To promote the effort, posters and pamphlets have been distributed at participating high schools. Students have the option of approaching their counselor for a referral or calling Aly's Prom Closet directly.
Qualifying teens will receive a free dress from its retail space in Commercial Center. Shoes and jewelry have also been donated.
Sending teens to prom
More than 20 businesses, organizations and school groups are working on the effort. The retail space was donated. Mission Industries provided racks to hold the dresses and local dry cleaners are cleaning the dresses.
Organizers aren't sure how many students will participate. Whatever is leftover this year will be used in next year's effort.
"We got a late start," Aurbach said. "Hopefully next year it will be more well known, and we'll get tuxes, and other stuff that girls need."
The first Las Vegas dress drive, held by UNLV's Delta Chi fraternity and sororities that included some of Aly Christiansen's friends, brought in 300 dresses, some still with their tags on.
"Everybody realizes what a good concept this is," said 22-year-old Nick Christiansen, Aly's older brother and member of Delta Chi who organized the drive after hearing the prom closet was going to open in Las Vegas.
"Sometimes you just don't think about it. You think everybody gets to go to prom. It's kind of put out there that it's the best night that you're supposed to have before college."
But local counselors say many teens are left behind. In addition to low-income families, there are homeless students attending schools in the Clark County School District.
"It's no secret," Kristin Conser, a guidance counselor at Rancho high school, said. "You have a lot of low-income, at-risk kids in Las Vegas who don't have the money to go to prom. When I heard about Aly's Prom Closet I was very anxious to have it here at Rancho."
Last year some high schools developed their own prom dress programs where homecoming dresses were donated for students to use or seniors donated gowns that could be rented for a small fee.
"But it's a real hard thing," Conser said. "You're in high school. You don't want to tell all your friends that you borrowed some dress for prom."
The idea with Aly's Prom Closet is that nobody has to know.
A simple idea
Stuart Gordon, executive director for Family Counseling Service in Reno, began the Reno program after hearing from foster parents who wanted to send their foster children to prom but couldn't because they didn't have the money.

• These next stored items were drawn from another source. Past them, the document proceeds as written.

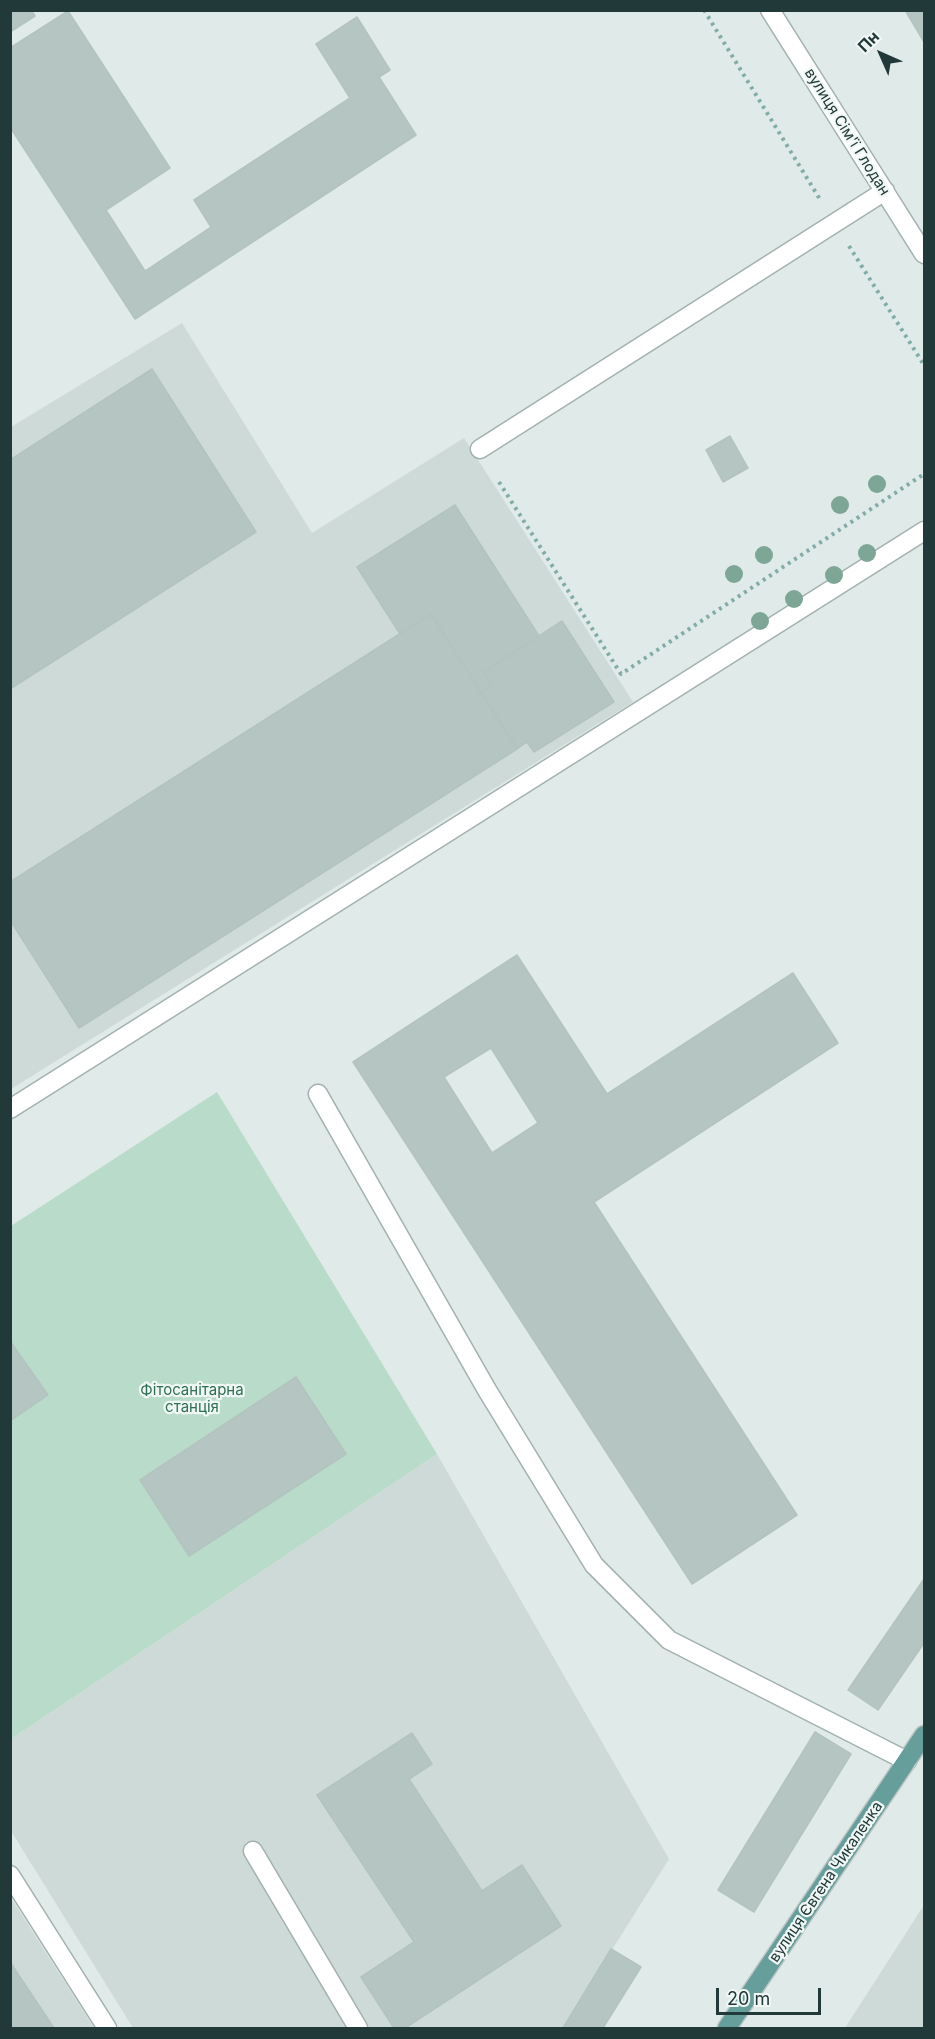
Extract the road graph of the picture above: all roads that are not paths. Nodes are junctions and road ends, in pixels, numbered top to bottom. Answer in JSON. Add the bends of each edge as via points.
{"nodes":[{"id":1,"x":770,"y":10,"type":"edge"},
{"id":2,"x":885,"y":191,"type":"junction"},
{"id":3,"x":924,"y":254,"type":"edge"},
{"id":4,"x":480,"y":449,"type":"dead end"},
{"id":5,"x":924,"y":531,"type":"edge"},
{"id":6,"x":318,"y":1094,"type":"dead end"},
{"id":7,"x":10,"y":1108,"type":"edge"},
{"id":8,"x":924,"y":1735,"type":"edge"},
{"id":9,"x":907,"y":1761,"type":"junction"},
{"id":10,"x":253,"y":1851,"type":"dead end"},
{"id":11,"x":10,"y":1875,"type":"edge"},
{"id":12,"x":107,"y":2028,"type":"edge"},
{"id":13,"x":358,"y":2028,"type":"edge"},
{"id":14,"x":727,"y":2028,"type":"edge"}],
"edges":[{"from":1,"to":2,"type":"street","name":"вулиця Сім'ї Глодан"},
{"from":2,"to":3,"type":"street","name":"вулиця Сім'ї Глодан"},
{"from":2,"to":4,"type":"street"},
{"from":5,"to":7,"type":"street"},
{"from":6,"to":9,"type":"street","via":[[487,1389],[594,1565],[669,1640]]},
{"from":8,"to":9,"type":"main road","name":"вулиця Євгена Чикаленка"},
{"from":9,"to":14,"type":"main road","name":"вулиця Євгена Чикаленка"},
{"from":10,"to":13,"type":"street"},
{"from":11,"to":12,"type":"street"}]}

Gordon began collecting dresses, word of the program spread and volunteers came forward to help out.
In Las Vegas, Consumer Credit Counseling, an affiliate of Reno's Family Counseling Service, is serving as the Las Vegas Aly's Prom Closet nonprofit group.
"It's such a simple idea," said Becky Blank, Christiansen's mom and volunteer for Reno Aly's Prom Closet. "It lets those kids who don't feel like everyone else, feel normal, even for one night.
"When you think of it. There's got to be hundreds of kids who don't go. Everybody remembers their prom, whether it was good or bad. Everybody should be able to go."
In Reno, Blank said, one family drove in from Fallon because the father had lost his job and there was no way they could buy a dress for the daughter.
On Blank's first day of volunteering, she said a teenage girl came in to receive a dress, turned to Blank and said, "I could never even look at a dress like this."
Now in its second year, it has its own retail space and website. Tuxedos, dresses, shoes, jewelry, makeup and alterations are available. Gift certificates are donated for dinners for two.
"Originally (Stuart) was thinking of the foster kids," Blank said. "Where we're at now is that we're moving in every high school here."
Gary Chaires, head counselor at Basic High School, where some of the students are at poverty level, said he expects the program to reach out to a lot of Las Vegas students.
"We want to make it as unintimidating as we can," Chaires said. "There's a lot of single parents and parents out of work. And because of the way the economy has turned ... I can see something like this being really valuable."